§ **Task requirements**:
Keep the text of the data exactly as it is and omit each picture from the copy.

Saved data entries
+++

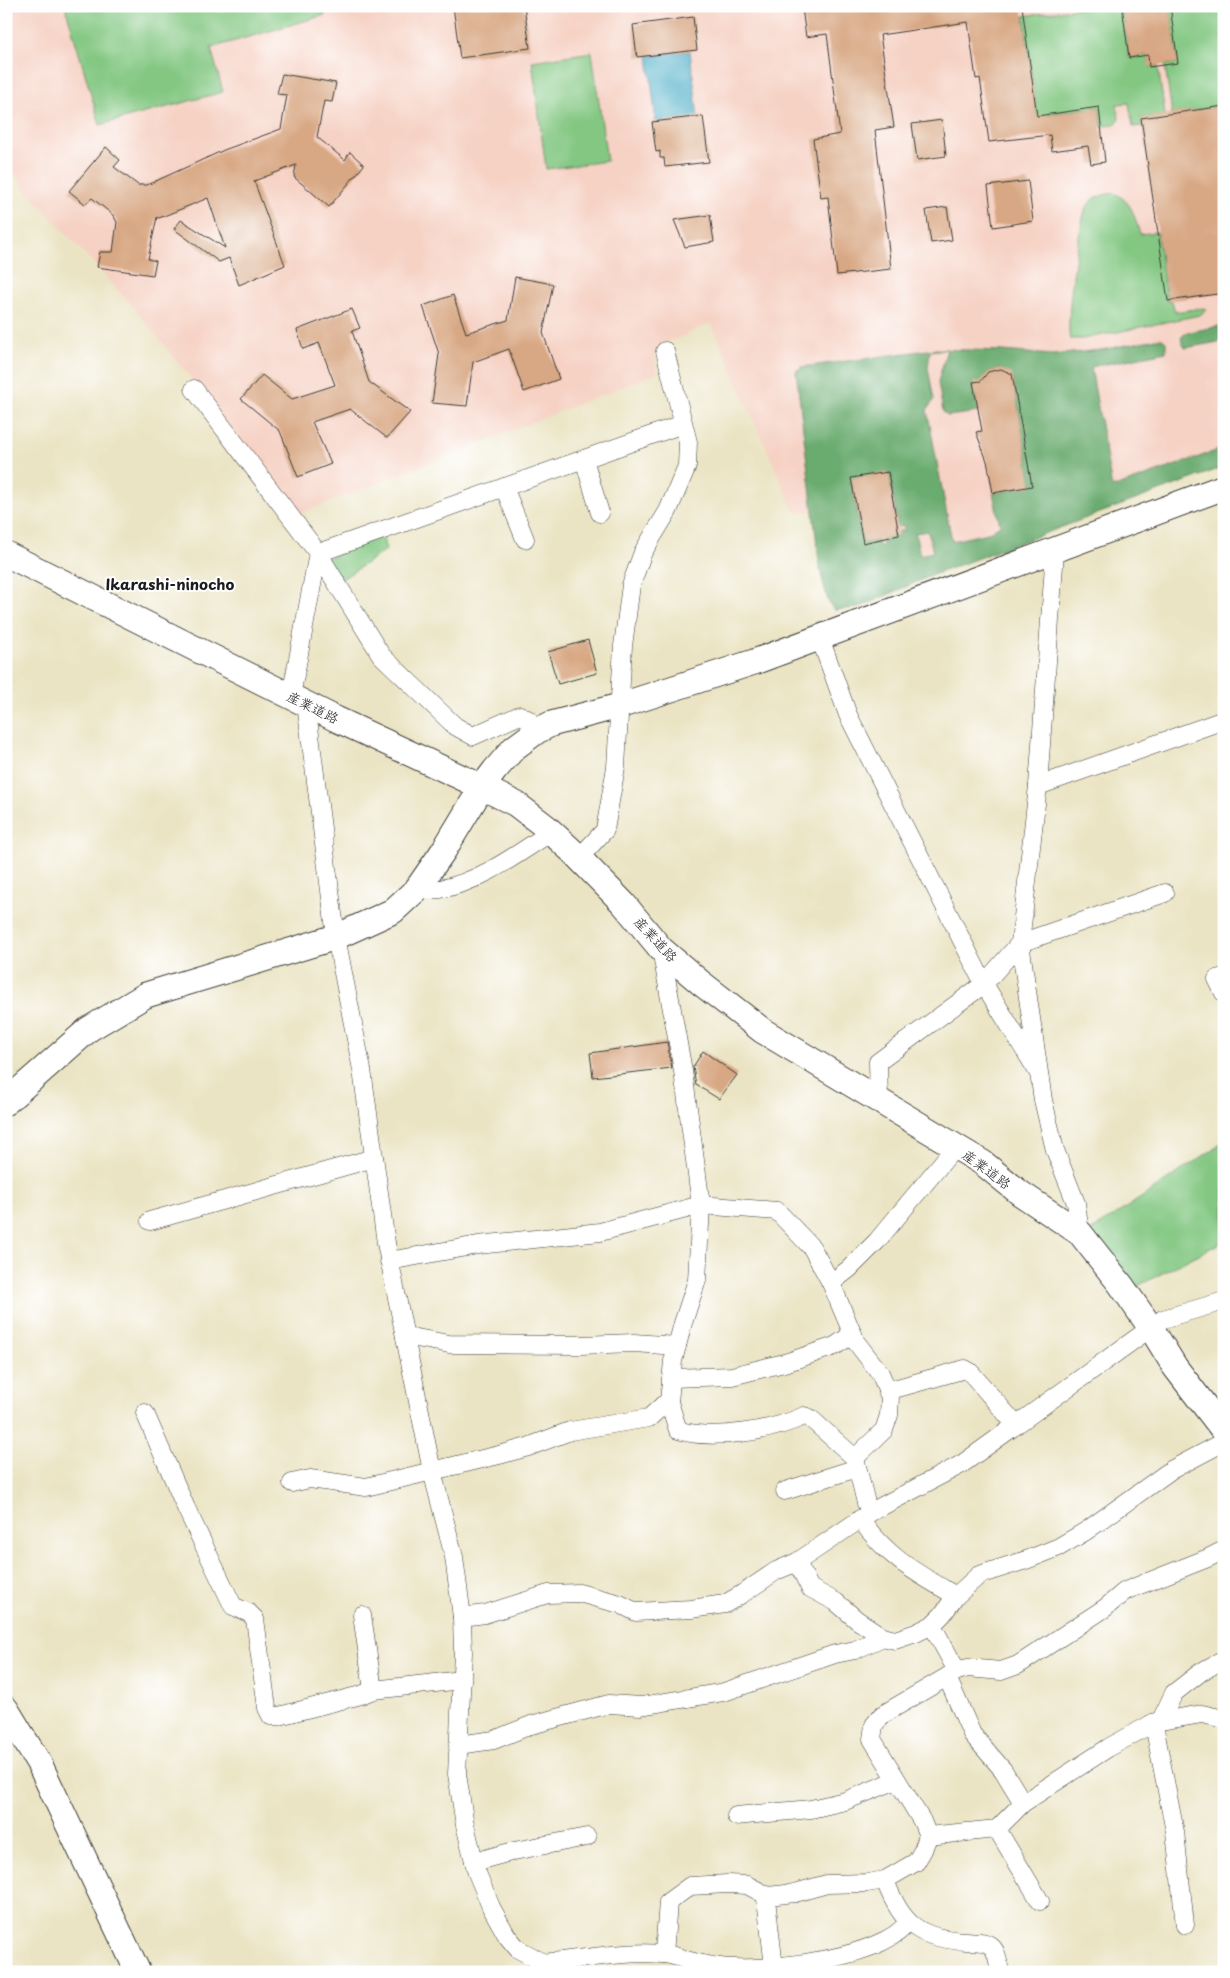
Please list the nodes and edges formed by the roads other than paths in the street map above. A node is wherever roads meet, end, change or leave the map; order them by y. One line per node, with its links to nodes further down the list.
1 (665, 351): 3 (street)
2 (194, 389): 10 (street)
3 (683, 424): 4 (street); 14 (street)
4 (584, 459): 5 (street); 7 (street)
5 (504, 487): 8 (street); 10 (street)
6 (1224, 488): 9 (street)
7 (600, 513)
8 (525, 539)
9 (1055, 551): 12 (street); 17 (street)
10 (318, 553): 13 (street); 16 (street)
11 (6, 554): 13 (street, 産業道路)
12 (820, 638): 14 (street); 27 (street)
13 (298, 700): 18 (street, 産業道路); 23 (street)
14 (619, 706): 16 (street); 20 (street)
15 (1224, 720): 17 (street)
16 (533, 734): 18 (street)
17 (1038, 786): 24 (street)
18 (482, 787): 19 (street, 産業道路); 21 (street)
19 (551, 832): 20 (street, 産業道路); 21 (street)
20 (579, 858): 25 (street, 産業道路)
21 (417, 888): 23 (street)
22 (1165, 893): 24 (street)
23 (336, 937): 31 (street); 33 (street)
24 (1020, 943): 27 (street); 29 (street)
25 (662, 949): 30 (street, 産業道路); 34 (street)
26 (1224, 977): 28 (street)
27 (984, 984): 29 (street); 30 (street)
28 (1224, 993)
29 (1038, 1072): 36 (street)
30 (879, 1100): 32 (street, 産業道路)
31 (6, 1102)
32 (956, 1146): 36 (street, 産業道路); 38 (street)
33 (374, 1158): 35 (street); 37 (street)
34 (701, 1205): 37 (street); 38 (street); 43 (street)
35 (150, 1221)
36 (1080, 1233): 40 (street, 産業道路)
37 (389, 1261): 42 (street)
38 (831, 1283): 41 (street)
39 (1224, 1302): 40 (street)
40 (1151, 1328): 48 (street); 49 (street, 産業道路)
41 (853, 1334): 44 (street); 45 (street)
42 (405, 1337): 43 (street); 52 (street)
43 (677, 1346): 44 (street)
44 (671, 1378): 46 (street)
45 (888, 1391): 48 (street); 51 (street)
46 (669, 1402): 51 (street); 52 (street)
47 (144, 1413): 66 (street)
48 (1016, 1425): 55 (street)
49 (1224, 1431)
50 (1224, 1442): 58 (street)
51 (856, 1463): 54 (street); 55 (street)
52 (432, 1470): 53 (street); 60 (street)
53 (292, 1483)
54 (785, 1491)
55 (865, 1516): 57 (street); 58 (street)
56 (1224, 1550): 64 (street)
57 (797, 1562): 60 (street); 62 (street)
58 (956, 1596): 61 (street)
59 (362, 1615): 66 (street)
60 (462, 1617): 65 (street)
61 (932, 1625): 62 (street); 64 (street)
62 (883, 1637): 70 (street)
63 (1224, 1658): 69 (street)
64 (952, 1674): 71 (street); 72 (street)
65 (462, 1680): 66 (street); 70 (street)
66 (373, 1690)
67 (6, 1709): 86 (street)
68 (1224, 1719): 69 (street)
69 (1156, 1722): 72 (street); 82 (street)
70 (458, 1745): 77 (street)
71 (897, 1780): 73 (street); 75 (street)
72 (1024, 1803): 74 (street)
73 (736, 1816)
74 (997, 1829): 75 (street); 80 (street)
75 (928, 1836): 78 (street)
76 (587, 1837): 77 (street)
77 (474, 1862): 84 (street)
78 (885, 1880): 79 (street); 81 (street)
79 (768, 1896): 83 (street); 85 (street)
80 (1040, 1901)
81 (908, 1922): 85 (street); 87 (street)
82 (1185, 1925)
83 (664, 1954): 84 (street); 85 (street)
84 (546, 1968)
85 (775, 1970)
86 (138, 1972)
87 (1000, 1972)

+++

§ **Answer to this problem**:
Please list the nodes and edges formed by the roads other than paths in the street map above. A node is wherever roads meet, end, change or leave the map; order them by y. One line per node, with its links to nodes further down the list.
1 (665, 351): 3 (street)
2 (194, 389): 10 (street)
3 (683, 424): 4 (street); 14 (street)
4 (584, 459): 5 (street); 7 (street)
5 (504, 487): 8 (street); 10 (street)
6 (1224, 488): 9 (street)
7 (600, 513)
8 (525, 539)
9 (1055, 551): 12 (street); 17 (street)
10 (318, 553): 13 (street); 16 (street)
11 (6, 554): 13 (street, 産業道路)
12 (820, 638): 14 (street); 27 (street)
13 (298, 700): 18 (street, 産業道路); 23 (street)
14 (619, 706): 16 (street); 20 (street)
15 (1224, 720): 17 (street)
16 (533, 734): 18 (street)
17 (1038, 786): 24 (street)
18 (482, 787): 19 (street, 産業道路); 21 (street)
19 (551, 832): 20 (street, 産業道路); 21 (street)
20 (579, 858): 25 (street, 産業道路)
21 (417, 888): 23 (street)
22 (1165, 893): 24 (street)
23 (336, 937): 31 (street); 33 (street)
24 (1020, 943): 27 (street); 29 (street)
25 (662, 949): 30 (street, 産業道路); 34 (street)
26 (1224, 977): 28 (street)
27 (984, 984): 29 (street); 30 (street)
28 (1224, 993)
29 (1038, 1072): 36 (street)
30 (879, 1100): 32 (street, 産業道路)
31 (6, 1102)
32 (956, 1146): 36 (street, 産業道路); 38 (street)
33 (374, 1158): 35 (street); 37 (street)
34 (701, 1205): 37 (street); 38 (street); 43 (street)
35 (150, 1221)
36 (1080, 1233): 40 (street, 産業道路)
37 (389, 1261): 42 (street)
38 (831, 1283): 41 (street)
39 (1224, 1302): 40 (street)
40 (1151, 1328): 48 (street); 49 (street, 産業道路)
41 (853, 1334): 44 (street); 45 (street)
42 (405, 1337): 43 (street); 52 (street)
43 (677, 1346): 44 (street)
44 (671, 1378): 46 (street)
45 (888, 1391): 48 (street); 51 (street)
46 (669, 1402): 51 (street); 52 (street)
47 (144, 1413): 66 (street)
48 (1016, 1425): 55 (street)
49 (1224, 1431)
50 (1224, 1442): 58 (street)
51 (856, 1463): 54 (street); 55 (street)
52 (432, 1470): 53 (street); 60 (street)
53 (292, 1483)
54 (785, 1491)
55 (865, 1516): 57 (street); 58 (street)
56 (1224, 1550): 64 (street)
57 (797, 1562): 60 (street); 62 (street)
58 (956, 1596): 61 (street)
59 (362, 1615): 66 (street)
60 (462, 1617): 65 (street)
61 (932, 1625): 62 (street); 64 (street)
62 (883, 1637): 70 (street)
63 (1224, 1658): 69 (street)
64 (952, 1674): 71 (street); 72 (street)
65 (462, 1680): 66 (street); 70 (street)
66 (373, 1690)
67 (6, 1709): 86 (street)
68 (1224, 1719): 69 (street)
69 (1156, 1722): 72 (street); 82 (street)
70 (458, 1745): 77 (street)
71 (897, 1780): 73 (street); 75 (street)
72 (1024, 1803): 74 (street)
73 (736, 1816)
74 (997, 1829): 75 (street); 80 (street)
75 (928, 1836): 78 (street)
76 (587, 1837): 77 (street)
77 (474, 1862): 84 (street)
78 (885, 1880): 79 (street); 81 (street)
79 (768, 1896): 83 (street); 85 (street)
80 (1040, 1901)
81 (908, 1922): 85 (street); 87 (street)
82 (1185, 1925)
83 (664, 1954): 84 (street); 85 (street)
84 (546, 1968)
85 (775, 1970)
86 (138, 1972)
87 (1000, 1972)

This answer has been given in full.